Algorithmic information theory

A description of a piece of data can always be thought of as some kind of program for reproducing the data. So if one could find the shortest program that works then this must correspond to the shortest possible description of the data—and in algorithmic information theory if this is no shorter than the data itself then the data is considered to be algorithmically random.

How long the shortest program is for a given piece of data will in general depend on what system is supposed to run the program. But in a sense the program will on the whole be as short as possible if the system is universal (see page 642). And between any two universal systems programs can differ in length by at most a constant: for one can always just add a fixed interpreter program to the programs for one system in order to make them run on the other system.

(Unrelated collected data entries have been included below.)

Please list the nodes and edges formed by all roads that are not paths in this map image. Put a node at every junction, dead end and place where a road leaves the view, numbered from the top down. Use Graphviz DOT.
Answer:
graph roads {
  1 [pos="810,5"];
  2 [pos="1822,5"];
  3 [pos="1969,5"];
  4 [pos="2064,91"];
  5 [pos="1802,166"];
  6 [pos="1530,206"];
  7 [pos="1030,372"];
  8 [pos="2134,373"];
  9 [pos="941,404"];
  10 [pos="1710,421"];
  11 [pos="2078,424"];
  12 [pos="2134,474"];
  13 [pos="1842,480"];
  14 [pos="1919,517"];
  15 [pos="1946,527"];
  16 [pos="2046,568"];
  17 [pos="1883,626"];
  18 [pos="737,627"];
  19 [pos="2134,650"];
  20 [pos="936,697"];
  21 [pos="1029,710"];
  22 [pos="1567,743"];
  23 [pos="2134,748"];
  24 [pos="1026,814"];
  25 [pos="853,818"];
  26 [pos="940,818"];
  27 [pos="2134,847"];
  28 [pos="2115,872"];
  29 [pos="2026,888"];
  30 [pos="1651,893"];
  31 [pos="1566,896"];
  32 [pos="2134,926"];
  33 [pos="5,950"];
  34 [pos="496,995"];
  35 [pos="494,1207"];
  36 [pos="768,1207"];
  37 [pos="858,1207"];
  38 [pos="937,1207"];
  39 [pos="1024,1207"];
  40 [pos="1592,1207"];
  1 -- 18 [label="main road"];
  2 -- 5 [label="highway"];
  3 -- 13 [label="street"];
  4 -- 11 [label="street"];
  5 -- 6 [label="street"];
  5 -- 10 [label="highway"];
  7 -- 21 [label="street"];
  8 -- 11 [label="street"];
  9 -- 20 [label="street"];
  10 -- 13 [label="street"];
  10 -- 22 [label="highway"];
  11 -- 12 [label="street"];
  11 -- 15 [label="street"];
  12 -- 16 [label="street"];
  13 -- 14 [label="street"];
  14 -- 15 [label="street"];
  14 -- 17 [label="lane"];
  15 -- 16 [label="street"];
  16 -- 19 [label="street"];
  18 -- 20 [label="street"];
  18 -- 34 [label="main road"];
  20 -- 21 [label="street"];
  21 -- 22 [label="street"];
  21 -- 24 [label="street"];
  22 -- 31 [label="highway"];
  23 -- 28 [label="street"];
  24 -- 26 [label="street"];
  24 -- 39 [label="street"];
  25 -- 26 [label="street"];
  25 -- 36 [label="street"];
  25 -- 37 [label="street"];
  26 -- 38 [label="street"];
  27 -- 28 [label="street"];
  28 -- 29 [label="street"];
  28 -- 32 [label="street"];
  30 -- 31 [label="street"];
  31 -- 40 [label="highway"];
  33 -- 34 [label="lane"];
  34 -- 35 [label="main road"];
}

As mentioned in the main text, any data generated by a simple program can by definition never be algorithmically random. And so even though algorithmic randomness is often considered in theoretical discussions (see note below) it cannot be directly relevant to the kind of randomness we see in so many systems in this book—or, I believe, in nature.

If one considers all 2^{n} possible sequences (say of 0's and 1's) of length n then it is straightforward to see that most of them must be more or less algorithmically random. For in order to have enough programs to generate all 2^{n} sequences most of the programs one uses must themselves be close to length n. (In practice there are subtleties associated with the encoding of programs that make this hold only for sufficiently large n.) But even though one knows that almost all long sequences must be algorithmically random, it turns out to be undecidable in general whether any particular sequence is algorithmically random. For in general one can give no upper limit to how much computational effort one might have to expend in order to find out whether any given short program—after any number of steps—will generate the sequence one wants.

But even though one can never expect to construct them explicitly, one can still give formal descriptions of sequences that are algorithmically random. An example due to Gregory Chaitin is the digits of the fraction Ω of initial conditions for which a universal system halts (essentially a compressed version—with various subtleties about limits—of the sequence from page 1127 giving the outcome for each initial condition). As emphasized by Chaitin, it is possible to ask questions purely in arithmetic (say about sequences of values of a parameter that yield infinite numbers of solutions to an integer equation) whose answers would correspond to algorithmically random sequences. (See page 786.)

As a reduced analog of algorithmic information theory one can for example ask what the simplest cellular automaton rule is that will generate a given sequence if started from a single black cell. Page 1186 gives some results, and suggests that sequences which require more complicated cellular automaton rules do tend to look to us more complicated and more random.